*Stored records*
++++++

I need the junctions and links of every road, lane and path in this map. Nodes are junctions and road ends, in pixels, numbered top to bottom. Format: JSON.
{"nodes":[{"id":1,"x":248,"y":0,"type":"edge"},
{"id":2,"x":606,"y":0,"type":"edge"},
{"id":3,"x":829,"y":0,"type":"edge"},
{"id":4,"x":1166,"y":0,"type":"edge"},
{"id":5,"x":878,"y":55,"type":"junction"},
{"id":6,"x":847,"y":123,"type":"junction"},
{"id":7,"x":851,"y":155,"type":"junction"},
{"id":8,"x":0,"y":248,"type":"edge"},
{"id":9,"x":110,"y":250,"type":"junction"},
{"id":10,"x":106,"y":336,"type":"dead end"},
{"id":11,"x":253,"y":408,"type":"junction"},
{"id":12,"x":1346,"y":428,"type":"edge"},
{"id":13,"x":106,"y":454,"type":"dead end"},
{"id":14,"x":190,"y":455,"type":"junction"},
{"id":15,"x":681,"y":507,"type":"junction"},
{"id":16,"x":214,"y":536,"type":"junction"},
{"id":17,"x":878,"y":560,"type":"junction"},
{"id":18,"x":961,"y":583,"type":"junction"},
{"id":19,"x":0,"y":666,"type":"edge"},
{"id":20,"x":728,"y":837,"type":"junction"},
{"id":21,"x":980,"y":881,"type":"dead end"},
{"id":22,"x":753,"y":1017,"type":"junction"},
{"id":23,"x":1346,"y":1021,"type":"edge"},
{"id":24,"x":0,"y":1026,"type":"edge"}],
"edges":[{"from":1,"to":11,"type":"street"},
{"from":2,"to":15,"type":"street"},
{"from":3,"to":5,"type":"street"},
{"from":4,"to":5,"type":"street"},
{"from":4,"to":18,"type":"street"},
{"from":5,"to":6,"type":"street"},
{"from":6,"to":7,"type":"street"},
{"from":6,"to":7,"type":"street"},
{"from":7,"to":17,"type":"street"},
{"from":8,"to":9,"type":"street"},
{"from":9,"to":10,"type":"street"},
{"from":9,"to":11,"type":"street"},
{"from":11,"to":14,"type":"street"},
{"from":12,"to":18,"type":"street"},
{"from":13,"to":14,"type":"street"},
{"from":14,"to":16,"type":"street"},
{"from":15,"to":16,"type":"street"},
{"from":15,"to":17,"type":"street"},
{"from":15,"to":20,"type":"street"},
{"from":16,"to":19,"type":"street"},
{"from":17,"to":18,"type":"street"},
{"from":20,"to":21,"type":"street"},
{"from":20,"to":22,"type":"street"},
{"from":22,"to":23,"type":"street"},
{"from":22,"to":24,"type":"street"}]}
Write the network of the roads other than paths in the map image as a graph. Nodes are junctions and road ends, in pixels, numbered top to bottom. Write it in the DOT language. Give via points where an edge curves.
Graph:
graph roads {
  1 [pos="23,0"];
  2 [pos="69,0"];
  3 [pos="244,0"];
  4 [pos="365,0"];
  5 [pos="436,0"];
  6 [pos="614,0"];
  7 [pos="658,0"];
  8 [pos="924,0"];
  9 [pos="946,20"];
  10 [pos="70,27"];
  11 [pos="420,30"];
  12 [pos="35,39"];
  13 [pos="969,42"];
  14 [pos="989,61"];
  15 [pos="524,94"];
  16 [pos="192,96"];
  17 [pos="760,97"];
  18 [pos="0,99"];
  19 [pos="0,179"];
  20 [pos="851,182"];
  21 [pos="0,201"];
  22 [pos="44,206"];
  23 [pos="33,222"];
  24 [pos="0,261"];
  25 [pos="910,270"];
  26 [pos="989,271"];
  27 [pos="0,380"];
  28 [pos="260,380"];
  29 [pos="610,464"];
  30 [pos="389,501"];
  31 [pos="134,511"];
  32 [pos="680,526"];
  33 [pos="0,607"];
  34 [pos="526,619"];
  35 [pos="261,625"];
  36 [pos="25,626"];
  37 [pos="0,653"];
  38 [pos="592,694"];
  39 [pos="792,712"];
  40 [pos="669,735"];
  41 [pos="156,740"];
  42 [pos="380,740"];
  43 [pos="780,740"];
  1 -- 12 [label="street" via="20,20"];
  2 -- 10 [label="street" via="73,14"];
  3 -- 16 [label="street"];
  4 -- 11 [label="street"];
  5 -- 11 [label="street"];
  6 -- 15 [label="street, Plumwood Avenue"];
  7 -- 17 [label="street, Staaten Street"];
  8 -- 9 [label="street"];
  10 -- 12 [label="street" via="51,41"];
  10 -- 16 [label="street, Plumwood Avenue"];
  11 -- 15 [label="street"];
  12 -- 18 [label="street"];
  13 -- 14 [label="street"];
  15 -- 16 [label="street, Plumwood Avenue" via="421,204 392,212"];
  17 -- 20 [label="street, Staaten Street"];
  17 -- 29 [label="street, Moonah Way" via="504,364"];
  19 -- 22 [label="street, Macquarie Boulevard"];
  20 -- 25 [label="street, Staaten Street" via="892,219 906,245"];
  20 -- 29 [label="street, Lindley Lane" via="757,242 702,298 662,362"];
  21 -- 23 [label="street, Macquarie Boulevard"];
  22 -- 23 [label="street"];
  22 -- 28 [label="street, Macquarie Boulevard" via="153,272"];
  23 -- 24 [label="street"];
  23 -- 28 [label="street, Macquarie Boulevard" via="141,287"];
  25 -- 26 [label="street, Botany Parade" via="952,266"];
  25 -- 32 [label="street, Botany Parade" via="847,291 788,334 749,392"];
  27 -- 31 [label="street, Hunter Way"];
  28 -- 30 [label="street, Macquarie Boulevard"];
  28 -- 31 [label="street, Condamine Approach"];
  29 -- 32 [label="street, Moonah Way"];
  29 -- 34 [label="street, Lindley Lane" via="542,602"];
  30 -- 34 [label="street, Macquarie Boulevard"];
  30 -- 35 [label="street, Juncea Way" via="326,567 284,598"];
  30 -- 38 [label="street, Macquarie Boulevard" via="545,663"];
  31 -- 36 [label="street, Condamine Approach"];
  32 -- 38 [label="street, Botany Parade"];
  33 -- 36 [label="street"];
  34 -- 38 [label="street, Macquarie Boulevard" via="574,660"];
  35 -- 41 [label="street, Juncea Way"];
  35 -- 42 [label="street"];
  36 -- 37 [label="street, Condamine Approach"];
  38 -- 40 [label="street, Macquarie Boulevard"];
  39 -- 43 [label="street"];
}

++++++

*Activity*
Where does the word "pixels" appear in the records? Copy every line that holds it.

*Task response*
I need the junctions and links of every road, lane and path in this map. Nodes are junctions and road ends, in pixels, numbered top to bottom. Format: JSON.
Write the network of the roads other than paths in the map image as a graph. Nodes are junctions and road ends, in pixels, numbered top to bottom. Write it in the DOT language. Give via points where an edge curves.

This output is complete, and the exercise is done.